───── Records ─────

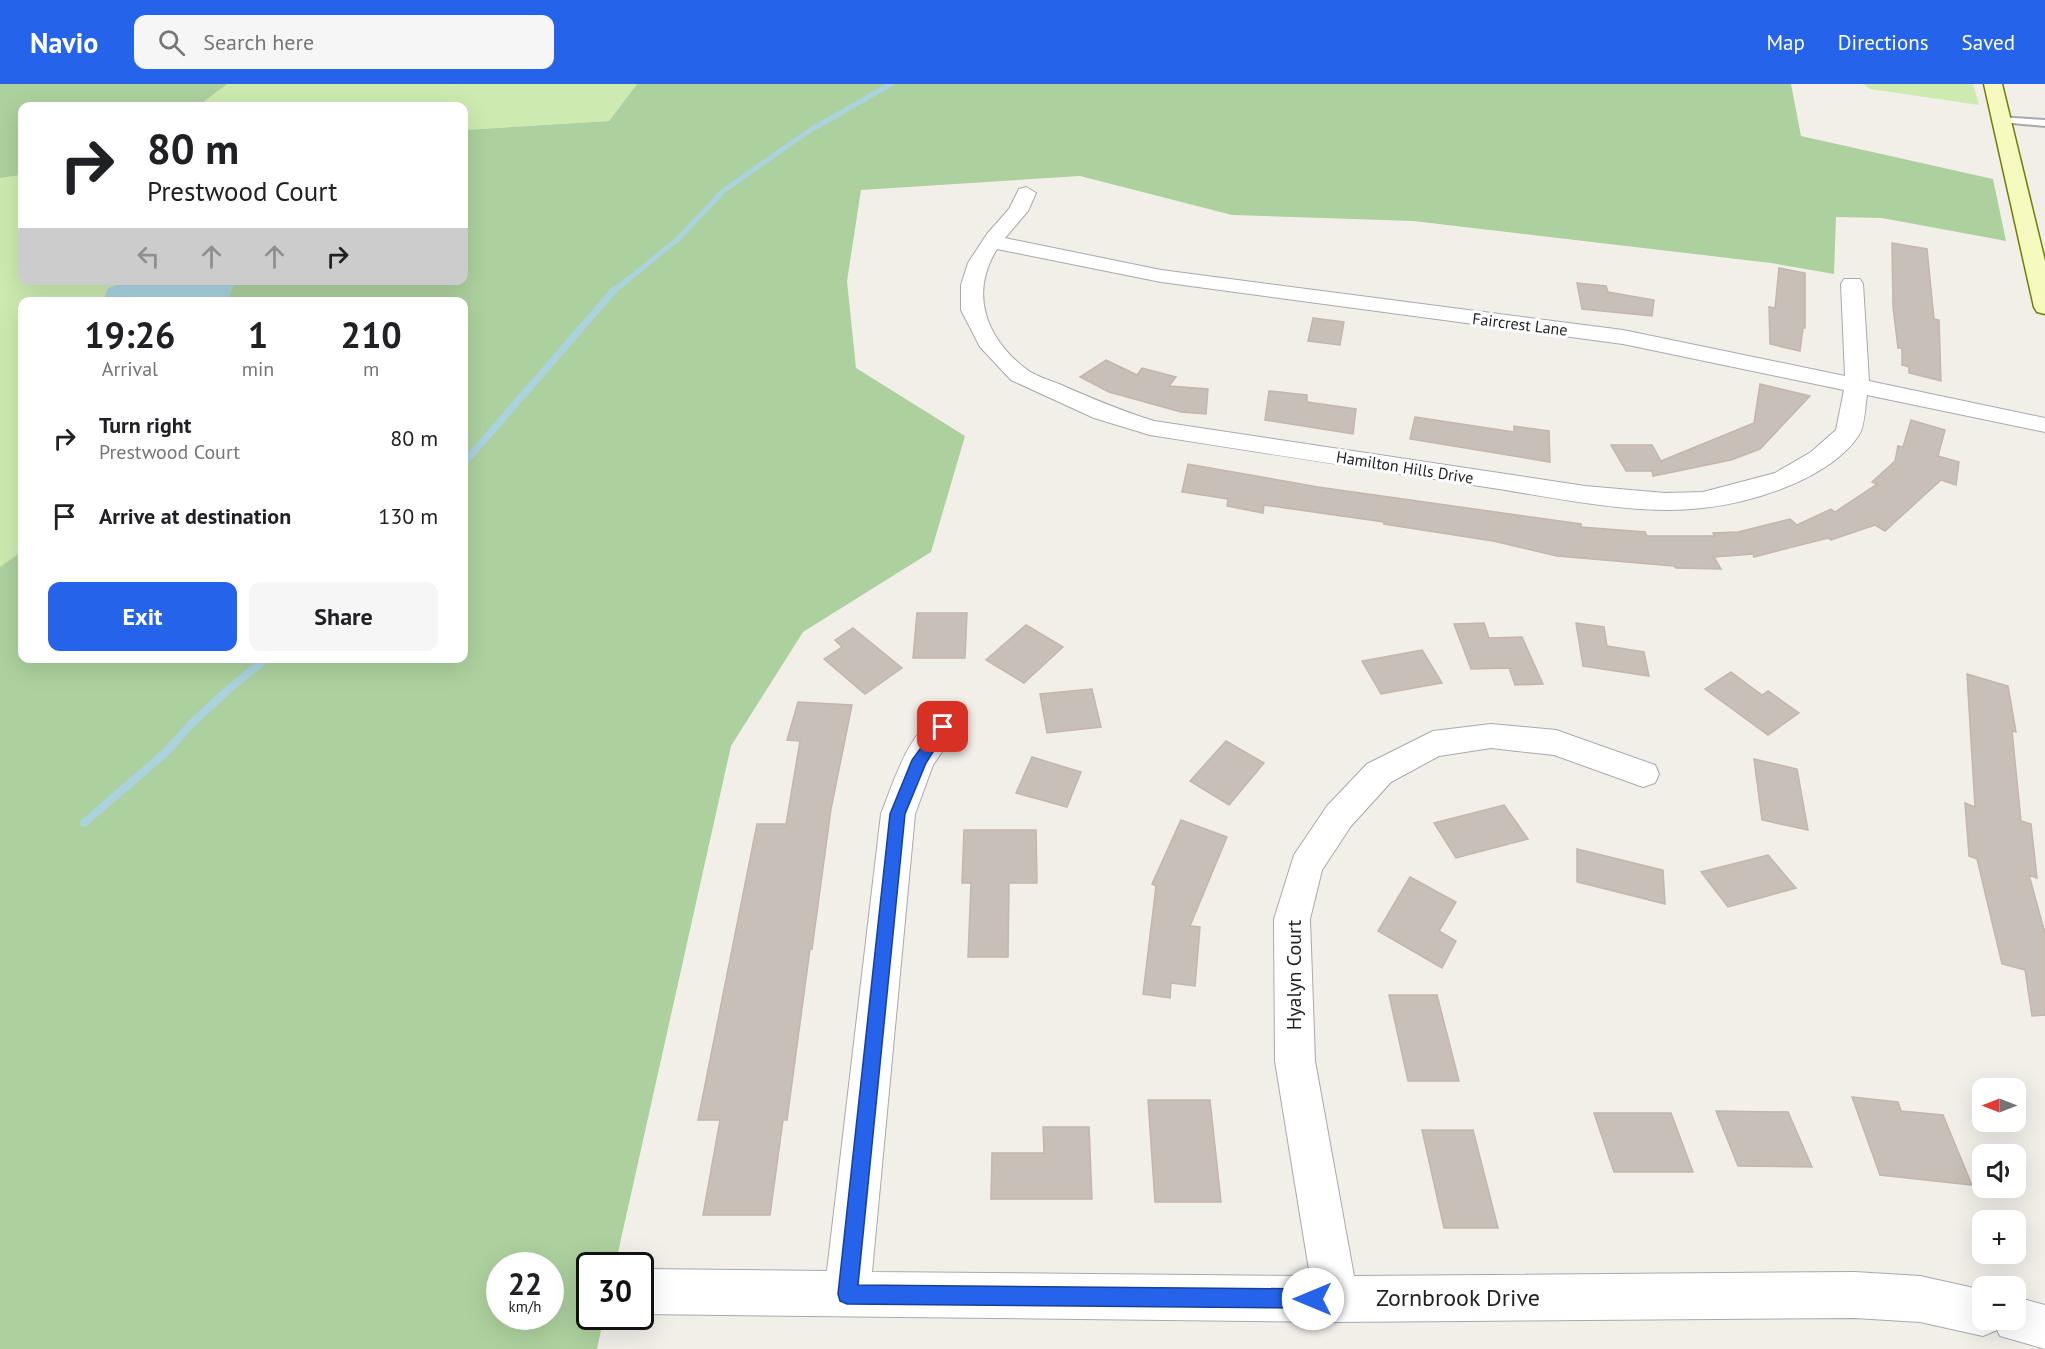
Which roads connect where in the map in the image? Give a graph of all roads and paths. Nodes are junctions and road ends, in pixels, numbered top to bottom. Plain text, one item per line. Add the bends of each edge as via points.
1 (1992, 84) edge
2 (2001, 119) junction
3 (2045, 123) edge
4 (1026, 193) dead end
5 (992, 242) junction
6 (1852, 284) dead end
7 (2045, 307) edge
8 (1857, 386) junction
9 (2045, 425) edge
10 (943, 727) dead end
11 (1643, 774) dead end
12 (654, 1293) edge
13 (847, 1294) junction
14 (1336, 1299) junction
15 (1972, 1310) edge
16 (2026, 1323) edge
17 (2045, 1328) edge

1 - 2 main road
2 - 3 lane
2 - 7 main road
4 - 5 street, Hamilton Hills Drive via 1018,212
5 - 8 street, Faircrest Lane via 1161,276 1623,337
5 - 8 street, Hamilton Hills Drive via 978,263 972,285 972,310 991,347 1019,375 1103,413 1150,428 1585,494 1703,500 1784,479 1820,458 1848,432
6 - 8 street, Hamilton Hills Drive
8 - 9 street, Faircrest Lane
10 - 13 street via 920,760 898,814
11 - 14 street, Hyalyn Court via 1556,743 1491,736 1433,744 1379,773 1339,816 1306,866 1292,919 1295,1061
12 - 13 street, Zornbrook Drive
13 - 14 street, Zornbrook Drive
14 - 15 street, Zornbrook Drive via 1854,1295 1920,1299
16 - 17 street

─────

The records shown above are to be repeated exactly, with the pictures left out.

● **Exercise response**:
Which roads connect where in the map in the image? Give a graph of all roads and paths. Nodes are junctions and road ends, in pixels, numbered top to bottom. Plain text, one item per line. Add the bends of each edge as via points.
1 (1992, 84) edge
2 (2001, 119) junction
3 (2045, 123) edge
4 (1026, 193) dead end
5 (992, 242) junction
6 (1852, 284) dead end
7 (2045, 307) edge
8 (1857, 386) junction
9 (2045, 425) edge
10 (943, 727) dead end
11 (1643, 774) dead end
12 (654, 1293) edge
13 (847, 1294) junction
14 (1336, 1299) junction
15 (1972, 1310) edge
16 (2026, 1323) edge
17 (2045, 1328) edge

1 - 2 main road
2 - 3 lane
2 - 7 main road
4 - 5 street, Hamilton Hills Drive via 1018,212
5 - 8 street, Faircrest Lane via 1161,276 1623,337
5 - 8 street, Hamilton Hills Drive via 978,263 972,285 972,310 991,347 1019,375 1103,413 1150,428 1585,494 1703,500 1784,479 1820,458 1848,432
6 - 8 street, Hamilton Hills Drive
8 - 9 street, Faircrest Lane
10 - 13 street via 920,760 898,814
11 - 14 street, Hyalyn Court via 1556,743 1491,736 1433,744 1379,773 1339,816 1306,866 1292,919 1295,1061
12 - 13 street, Zornbrook Drive
13 - 14 street, Zornbrook Drive
14 - 15 street, Zornbrook Drive via 1854,1295 1920,1299
16 - 17 street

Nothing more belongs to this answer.